Namun, saat dalam perjalanan menuju SMA 8, saya merenung. Sejujurnya, saya masih meragukan efektivitas metode yang akan kami ajarkan. Saya tahu teori-teori di balik penguatan resiliensi itu penting, tetapi apakah animasi interaktif benar-benar dapat mengubah cara pandang siswa dalam menghadapi masalah serius seperti cyberbullying? Apakah mereka akan menerima ini sebagai solusi, atau justru menganggapnya sebagai hal yang tidak relevan dengan pengalaman nyata mereka?
Begitu tiba di SMA 8, saya disambut oleh suasana yang familiar namun berbeda. Di sudut aula, meja-meja sudah dipersiapkan, dengan projector dan layar lebar menanti untuk menampilkan presentasi tentang pentingnya resiliensi di dunia maya. Tiba-tiba, saya merasa seperti terlempar ke masa lalu.
"Wah, kamu di sini juga?!" suara familiar yang datang dari belakang membuat saya berbalik. Tanpa sengaja, saya bertemu dengan Mbak Pipit---guru PKN yang dulunya adalah mahasiswa saya di universitas.

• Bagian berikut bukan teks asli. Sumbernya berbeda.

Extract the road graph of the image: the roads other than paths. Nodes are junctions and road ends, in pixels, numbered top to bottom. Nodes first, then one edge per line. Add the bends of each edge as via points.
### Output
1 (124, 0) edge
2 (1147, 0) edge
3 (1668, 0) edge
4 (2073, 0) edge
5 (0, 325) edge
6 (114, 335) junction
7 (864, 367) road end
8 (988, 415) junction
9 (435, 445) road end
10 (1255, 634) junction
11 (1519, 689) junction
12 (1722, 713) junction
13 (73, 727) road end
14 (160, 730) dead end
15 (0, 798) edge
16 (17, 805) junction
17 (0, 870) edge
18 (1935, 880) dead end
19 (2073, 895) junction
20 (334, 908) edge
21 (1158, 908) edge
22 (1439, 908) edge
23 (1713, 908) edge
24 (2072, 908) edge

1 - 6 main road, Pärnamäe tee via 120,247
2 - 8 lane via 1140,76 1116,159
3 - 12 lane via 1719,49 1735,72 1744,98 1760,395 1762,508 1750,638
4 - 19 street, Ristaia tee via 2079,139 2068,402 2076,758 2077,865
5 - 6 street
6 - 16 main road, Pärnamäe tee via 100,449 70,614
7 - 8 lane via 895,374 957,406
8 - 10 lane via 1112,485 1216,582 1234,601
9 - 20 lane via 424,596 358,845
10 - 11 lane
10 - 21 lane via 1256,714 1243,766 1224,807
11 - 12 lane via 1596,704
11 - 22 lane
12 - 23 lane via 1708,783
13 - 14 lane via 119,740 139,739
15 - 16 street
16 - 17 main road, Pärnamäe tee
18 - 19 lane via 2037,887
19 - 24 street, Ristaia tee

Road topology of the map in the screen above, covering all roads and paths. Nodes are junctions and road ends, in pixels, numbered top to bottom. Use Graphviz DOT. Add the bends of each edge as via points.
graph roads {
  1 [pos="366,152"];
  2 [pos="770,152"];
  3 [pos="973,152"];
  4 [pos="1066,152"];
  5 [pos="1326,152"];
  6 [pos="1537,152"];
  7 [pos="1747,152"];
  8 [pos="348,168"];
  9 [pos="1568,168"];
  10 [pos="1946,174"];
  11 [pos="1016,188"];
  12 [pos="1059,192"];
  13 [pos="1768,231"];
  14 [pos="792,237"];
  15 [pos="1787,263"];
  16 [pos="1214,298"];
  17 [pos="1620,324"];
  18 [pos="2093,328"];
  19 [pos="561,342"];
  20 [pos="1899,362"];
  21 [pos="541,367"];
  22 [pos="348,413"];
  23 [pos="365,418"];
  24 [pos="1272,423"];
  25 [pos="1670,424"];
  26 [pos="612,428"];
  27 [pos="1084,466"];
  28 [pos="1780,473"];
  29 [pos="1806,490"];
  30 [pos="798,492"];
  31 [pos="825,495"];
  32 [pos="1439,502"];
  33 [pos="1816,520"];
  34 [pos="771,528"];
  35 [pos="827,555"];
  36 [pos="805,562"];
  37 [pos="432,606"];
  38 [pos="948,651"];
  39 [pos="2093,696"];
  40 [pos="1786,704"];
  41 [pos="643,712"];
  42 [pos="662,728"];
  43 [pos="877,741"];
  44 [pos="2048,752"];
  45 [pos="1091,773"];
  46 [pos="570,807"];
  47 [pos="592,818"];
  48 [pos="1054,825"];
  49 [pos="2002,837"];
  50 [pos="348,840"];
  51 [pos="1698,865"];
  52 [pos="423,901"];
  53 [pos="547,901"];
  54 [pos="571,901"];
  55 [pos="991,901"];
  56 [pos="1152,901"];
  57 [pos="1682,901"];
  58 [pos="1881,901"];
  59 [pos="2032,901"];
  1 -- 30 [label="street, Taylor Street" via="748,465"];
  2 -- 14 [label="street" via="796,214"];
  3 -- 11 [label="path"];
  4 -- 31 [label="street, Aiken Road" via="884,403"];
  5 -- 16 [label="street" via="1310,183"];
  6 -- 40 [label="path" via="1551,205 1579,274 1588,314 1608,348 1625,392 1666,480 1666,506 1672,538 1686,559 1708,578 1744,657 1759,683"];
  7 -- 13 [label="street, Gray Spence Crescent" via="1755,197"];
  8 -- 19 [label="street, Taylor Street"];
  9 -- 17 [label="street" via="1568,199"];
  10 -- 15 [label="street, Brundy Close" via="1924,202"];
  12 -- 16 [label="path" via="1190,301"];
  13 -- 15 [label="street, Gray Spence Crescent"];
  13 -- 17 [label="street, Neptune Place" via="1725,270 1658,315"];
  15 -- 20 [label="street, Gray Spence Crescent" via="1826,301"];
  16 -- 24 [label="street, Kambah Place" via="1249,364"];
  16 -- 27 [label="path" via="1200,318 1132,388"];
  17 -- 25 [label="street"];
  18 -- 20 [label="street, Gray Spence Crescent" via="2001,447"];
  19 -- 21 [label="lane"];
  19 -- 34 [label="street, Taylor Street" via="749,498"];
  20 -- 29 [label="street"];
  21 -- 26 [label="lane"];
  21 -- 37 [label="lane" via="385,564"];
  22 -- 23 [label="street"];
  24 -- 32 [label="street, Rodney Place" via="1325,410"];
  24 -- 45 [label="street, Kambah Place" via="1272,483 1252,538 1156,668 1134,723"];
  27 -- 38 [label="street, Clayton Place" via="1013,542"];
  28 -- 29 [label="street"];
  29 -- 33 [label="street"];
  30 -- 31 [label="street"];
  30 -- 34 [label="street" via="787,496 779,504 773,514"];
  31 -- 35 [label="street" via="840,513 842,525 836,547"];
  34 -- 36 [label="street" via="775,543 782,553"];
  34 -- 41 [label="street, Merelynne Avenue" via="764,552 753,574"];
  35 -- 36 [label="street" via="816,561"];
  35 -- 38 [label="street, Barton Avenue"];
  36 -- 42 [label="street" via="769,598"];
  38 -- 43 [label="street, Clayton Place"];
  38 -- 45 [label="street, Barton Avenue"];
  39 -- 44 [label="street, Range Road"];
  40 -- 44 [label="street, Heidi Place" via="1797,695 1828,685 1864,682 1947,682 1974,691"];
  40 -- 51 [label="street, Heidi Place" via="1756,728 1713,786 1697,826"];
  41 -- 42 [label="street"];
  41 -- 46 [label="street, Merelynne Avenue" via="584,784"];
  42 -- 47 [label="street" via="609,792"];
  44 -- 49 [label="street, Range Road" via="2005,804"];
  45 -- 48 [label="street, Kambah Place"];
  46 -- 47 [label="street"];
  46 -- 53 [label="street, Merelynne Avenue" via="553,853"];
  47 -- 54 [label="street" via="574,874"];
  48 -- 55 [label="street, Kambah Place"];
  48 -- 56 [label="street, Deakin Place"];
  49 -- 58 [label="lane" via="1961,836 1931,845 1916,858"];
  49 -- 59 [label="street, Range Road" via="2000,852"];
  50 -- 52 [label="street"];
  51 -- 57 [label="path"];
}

Kami pernah berbicara banyak hal tentang dunia pendidikan, dan sekarang, tak terduga, kami bertemu di tempat yang sama.
"Eh, Mbak Pipit? Wah, ini benar-benar kejutan!" Saya tertawa terbahak-bahak. Kami berpelukan dan mengenang masa-masa kuliah yang penuh tawa, tugas-tugas yang menumpuk, dan diskusi-diskusi yang tak berujung. "Masih ingat nggak waktu kita diskusi panjang lebar soal pendidikan karakter? Sepertinya itu yang mendorongmu jadi guru PKN ya?"
Mbak Pipit tersenyum, "Iya, dulu itu jadi fondasi banget buat aku. Dan sekarang, aku juga lagi belajar banyak tentang dunia digital. Terutama soal cyberbullying yang makin mengkhawatirkan di kalangan anak-anak."
Kami melanjutkan obrolan itu dengan penuh semangat, seakan waktu berputar kembali ke masa lalu. Tak terasa, acara pelatihan dimulai, dan saya harus beralih ke presentasi.
"Selamat datang, teman-teman. Hari ini, kita akan belajar tentang penguatan resiliensi melalui animasi interaktif untuk mengurangi dampak buruk dari cyberbullying," kata saya kepada para peserta yang antusias.